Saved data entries
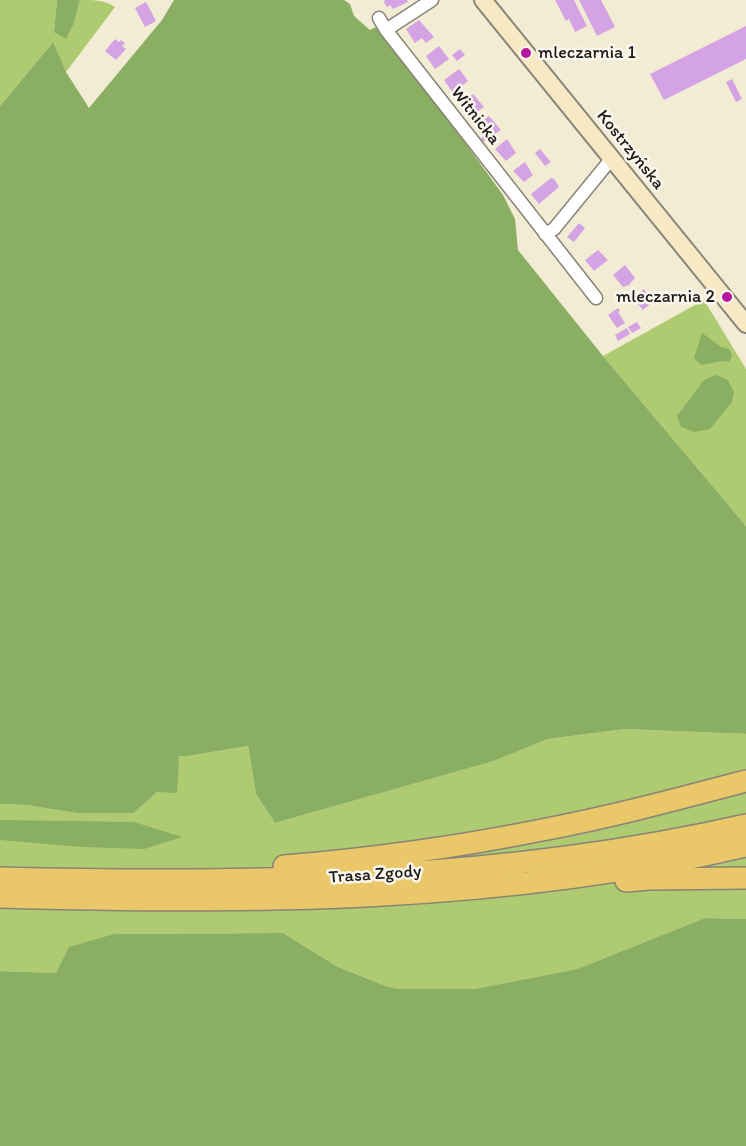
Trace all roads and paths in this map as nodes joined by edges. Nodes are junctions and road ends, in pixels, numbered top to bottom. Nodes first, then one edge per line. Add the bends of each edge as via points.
1 (432, 0) edge
2 (483, 0) edge
3 (379, 18) dead end
4 (386, 30) junction
5 (612, 158) junction
6 (545, 234) junction
7 (596, 298) dead end
8 (746, 324) edge
9 (746, 781) edge
10 (746, 825) edge
11 (746, 846) edge
12 (0, 878) edge
13 (746, 878) edge
14 (93, 880) junction
15 (470, 889) junction
16 (0, 897) edge

1 - 4 street
2 - 5 main road, Kostrzyńska
3 - 4 street, Witnicka
4 - 6 street, Witnicka
5 - 6 street via 554,229
5 - 8 main road, Kostrzyńska
6 - 7 street, Witnicka
9 - 14 highway via 542,830 405,853 313,864
10 - 14 highway, Trasa Zgody via 598,852 464,868 327,878
11 - 15 highway, Trasa Zgody via 633,868
12 - 14 highway, Trasa Zgody
13 - 15 highway via 649,879 547,889
15 - 16 highway, Trasa Zgody via 250,900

## WHAT NEEDS TO BE DONE
Could you give all of the data again exactly as written, omitting any pictures?

## SOLUTION TO THIS PROBLEM
Trace all roads and paths in this map as nodes joined by edges. Nodes are junctions and road ends, in pixels, numbered top to bottom. Nodes first, then one edge per line. Add the bends of each edge as via points.
1 (432, 0) edge
2 (483, 0) edge
3 (379, 18) dead end
4 (386, 30) junction
5 (612, 158) junction
6 (545, 234) junction
7 (596, 298) dead end
8 (746, 324) edge
9 (746, 781) edge
10 (746, 825) edge
11 (746, 846) edge
12 (0, 878) edge
13 (746, 878) edge
14 (93, 880) junction
15 (470, 889) junction
16 (0, 897) edge

1 - 4 street
2 - 5 main road, Kostrzyńska
3 - 4 street, Witnicka
4 - 6 street, Witnicka
5 - 6 street via 554,229
5 - 8 main road, Kostrzyńska
6 - 7 street, Witnicka
9 - 14 highway via 542,830 405,853 313,864
10 - 14 highway, Trasa Zgody via 598,852 464,868 327,878
11 - 15 highway, Trasa Zgody via 633,868
12 - 14 highway, Trasa Zgody
13 - 15 highway via 649,879 547,889
15 - 16 highway, Trasa Zgody via 250,900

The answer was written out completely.